Comments by "Curious Crow" (@CuriousCrow-mp4cx) on "Can we afford the welfare state?" video.

  1. But your answer is not answering the question. And as for costs rising. I've lived long enough to see a 2p bus journey now cost £2.50. And benefits have not kept up with that rate of increase. But working people who are paid a true living wage can afford to pay that fare. And isn't that the real issue? Britain is a low paid economy relative to its peers, and that occurred over the last 5 decades of mostly Conservative "small state" policy and privatisation. Whereas real GDP has gone up like a ski slope, the Labour share of Real GDP has plateaued, and it has been left to the Welfare State to make up the difference. That is not the case with our peers. And that is on us. We have allowed a huge transfer of wealth to the mostly already asset wealthy, and have not invested in our workforce skills and health, to the extent that our productivity is far below that of our peers. The short-sighted "small statists" policies have left us with an over large financial service sector dominating the whole economy, and not providing well-paid jobs. We need to invest and return to a mixed economy, instead of one vampirised by wealth extractors. That means the asset wealthy should not be favoured more than those relying on a wage for a living, and that the welfare state should be geared to keeping people healthy enough to work to to the best of their ability, and to be able to afford their basic needs without the need for their wages to be subsidised.
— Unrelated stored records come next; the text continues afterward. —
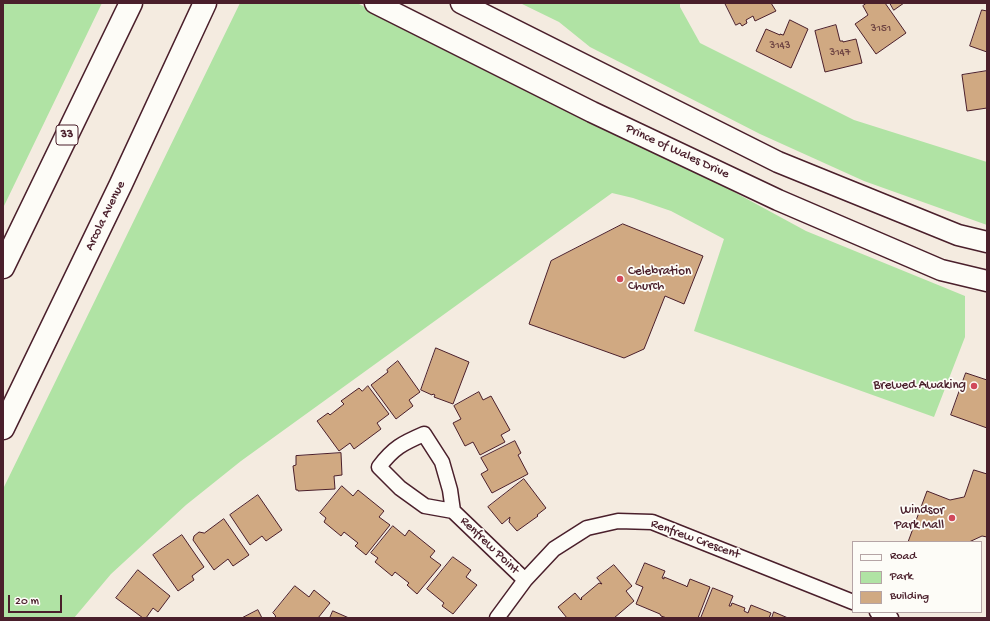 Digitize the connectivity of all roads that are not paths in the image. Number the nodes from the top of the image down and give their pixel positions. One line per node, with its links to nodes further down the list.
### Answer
1 (131, 3): 6 (main road, 33)
2 (205, 3): 8 (main road, Arcola Avenue)
3 (375, 3): 7 (main road, Prince of Wales Drive)
4 (461, 3): 5 (main road)
5 (987, 242)
6 (3, 267)
7 (987, 281)
8 (3, 428)
9 (452, 511): 9 (street, Renfrew Point); 10 (street, Renfrew Point)
10 (525, 580): 11 (street, Renfrew Crescent); 13 (street, Renfrew Crescent)
11 (852, 602)
12 (879, 613): 14 (street)
13 (497, 618)
14 (891, 618)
Yes we have the most vulnerable in society, and they should be looked after, because everyone potentially will suffer sickness or ill-health, or old age. How we treat them is the minimum level of civilisation we have. Cut that down any further in favour of the asset wealthy, and we will have more diseases of poverty and more people not working because of illness. Our problems reflect our priorities. If we don't like managing our problems, we neeto look at our priorities that put them in our lives. We better priorities than making a few people even richer.